Perry is my favorite bartender.  Never mind that he works in a bank, if he had a waxed mustache, sailor tattoos, and rolled up the cuffs of his jeans over his Danner boots he could work nights in the hiperest of hipster bars.  And, after a dinner of my only favorite pizza in the world (Zachs: deep dish sausage, mushroom, spinach), he made an assortment of cocktails that had me sleeping like a baby.  He might have roofied me for all I know, but the delicious drinks were worth it.
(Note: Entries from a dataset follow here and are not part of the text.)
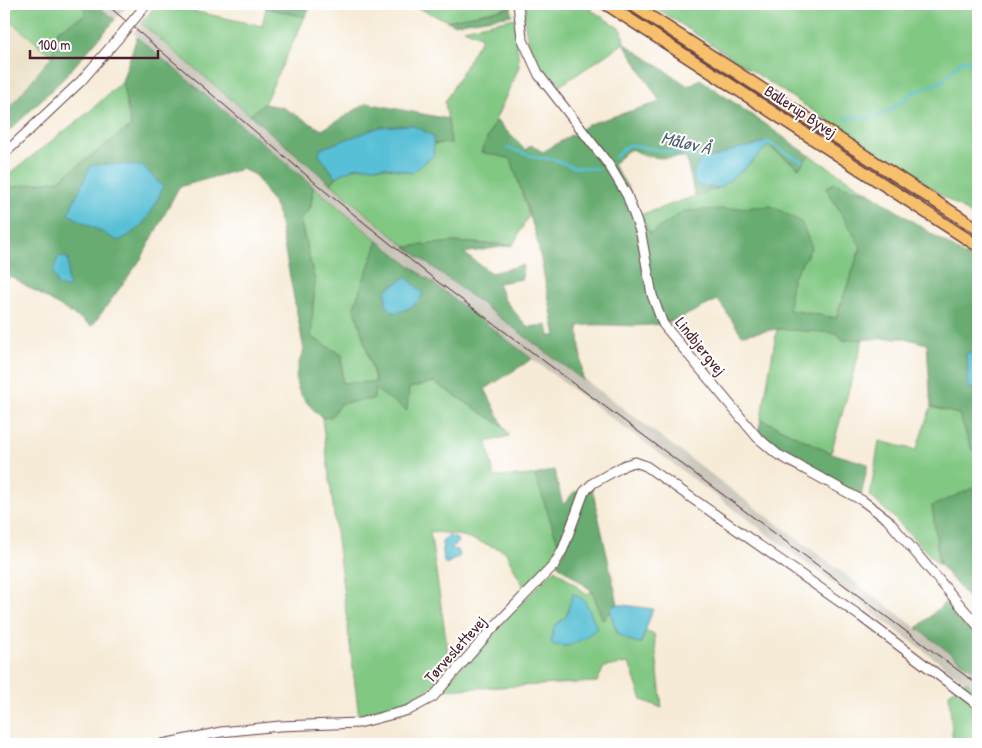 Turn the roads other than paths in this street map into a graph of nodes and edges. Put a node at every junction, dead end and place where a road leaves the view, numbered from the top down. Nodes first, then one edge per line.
1 (518, 4) edge
2 (606, 4) edge
3 (631, 4) edge
4 (144, 7) edge
5 (4, 154) edge
6 (978, 229) edge
7 (978, 246) edge
8 (978, 626) edge
9 (978, 705) edge
10 (163, 744) edge

1 - 8 street, Lindbjergvej
2 - 7 main road, Ballerup Byvej
3 - 6 main road, Ballerup Byvej
4 - 5 street, bridge
9 - 10 street, Tørveslettevej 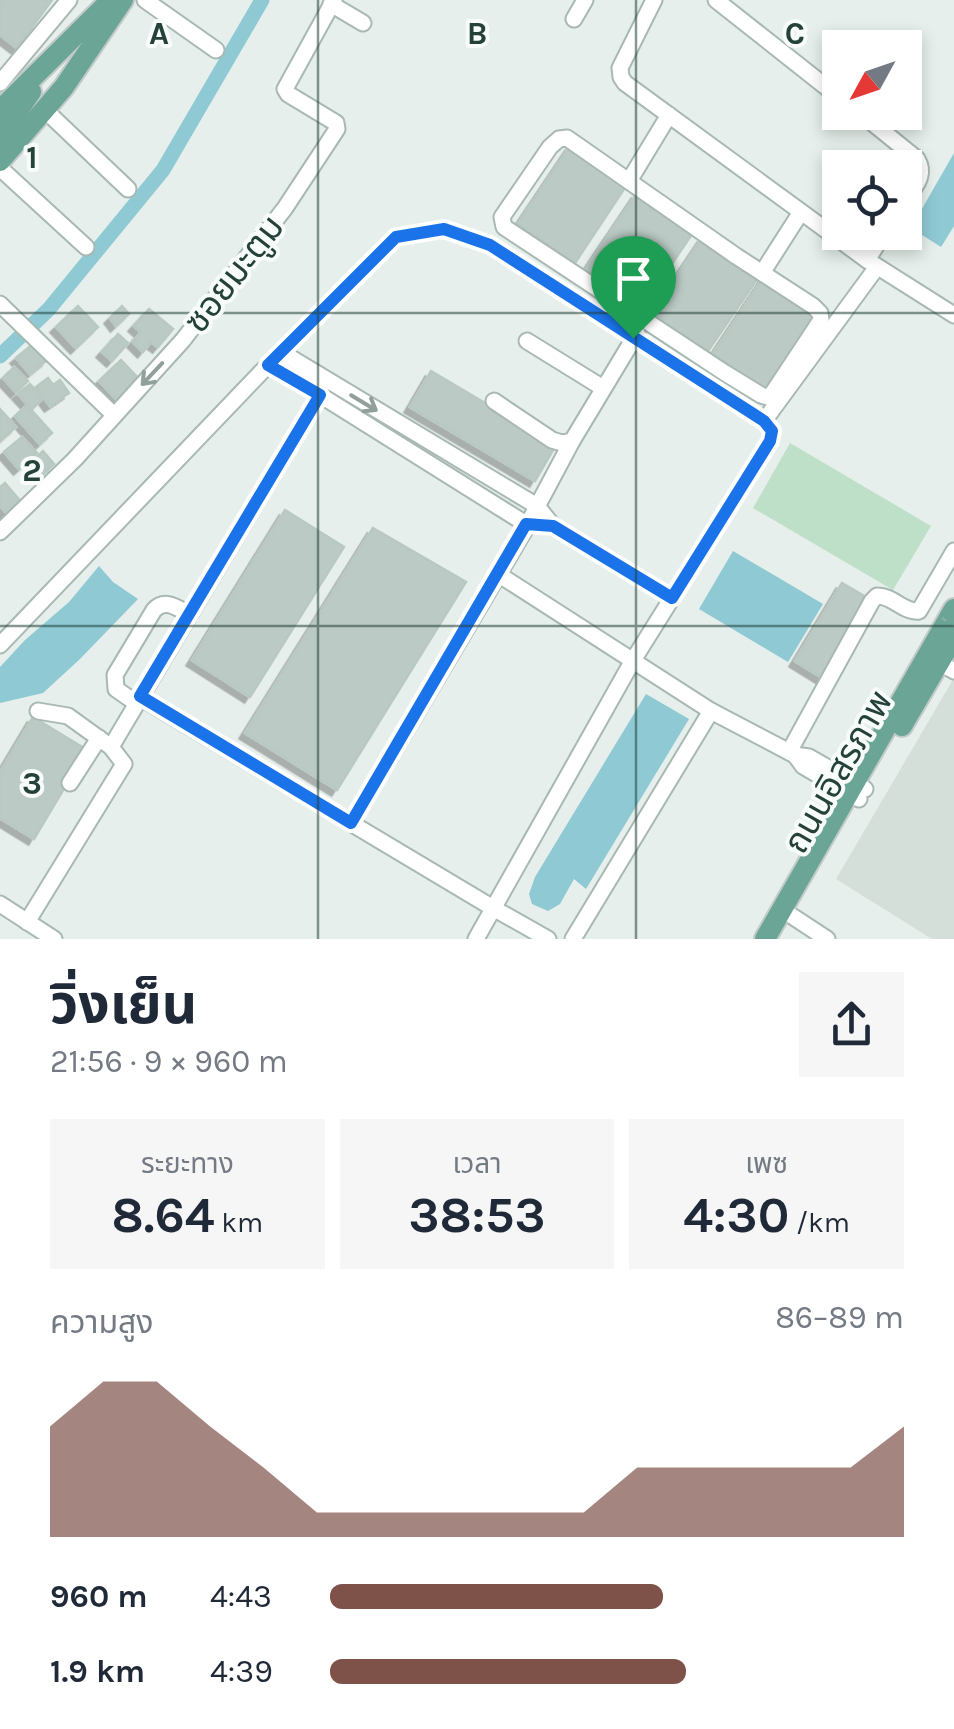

The only hiccup in our quest for the best food in the Bay was at a science fair.  But, it was a science fair at AT&T Park, so as the kids and I examined eyeballs and brains in the visitors' dugout, my stomach didn't really care that all it was getting stuffed with was ballpark fries.  And I didn't really care either, because I knew we were heading for a shining star (or, rather, 2 shining Michelin stars) for dinner at Chez Panisse.  Regina and I have wanted to eat there for years and so we decided to treat ourselves for our 19th anniversary (it's the food anniversary, according to my made up list).

I made the reservations and that, in itself, was a challenge.  Reservations can only be made 1 month prior, so I set a reminder on my phone and, one day while I was out feeding cows, I called.  It was busy, so I called again.  Still busy.  I hit redial.  Yep, busy.  I had the feeling that this might be a popular joint in town.  Redial, redial, redial.  I felt like I was trying to win Metallica concert tickets through a radio station -- 97th caller wins! -- but finally, after 20 or so tries, I got through, and got the last seat for an 8:45 dinner reservation.  8:45? Were are we, Lisbon?  That's often my bedtime, but anything for Alice Waters.  Of course, the meal was amazing and, besides our friend Paul asking the waiter why the burnt-honey ice cream was burnt, was super adult-like.  For us, anyway.

The East Bay offered us even more than that.  We got to hang with friends, eat good food, dive into cool cocktail bars, go on a distillery tour, and even go to a youth soccer match that amazed Dylan and Grady (matching uniforms! more than 2 soccer balls for warmups! painted field lines! a ref!).  We drove home, wore out and happy.  When we adult, we adult well.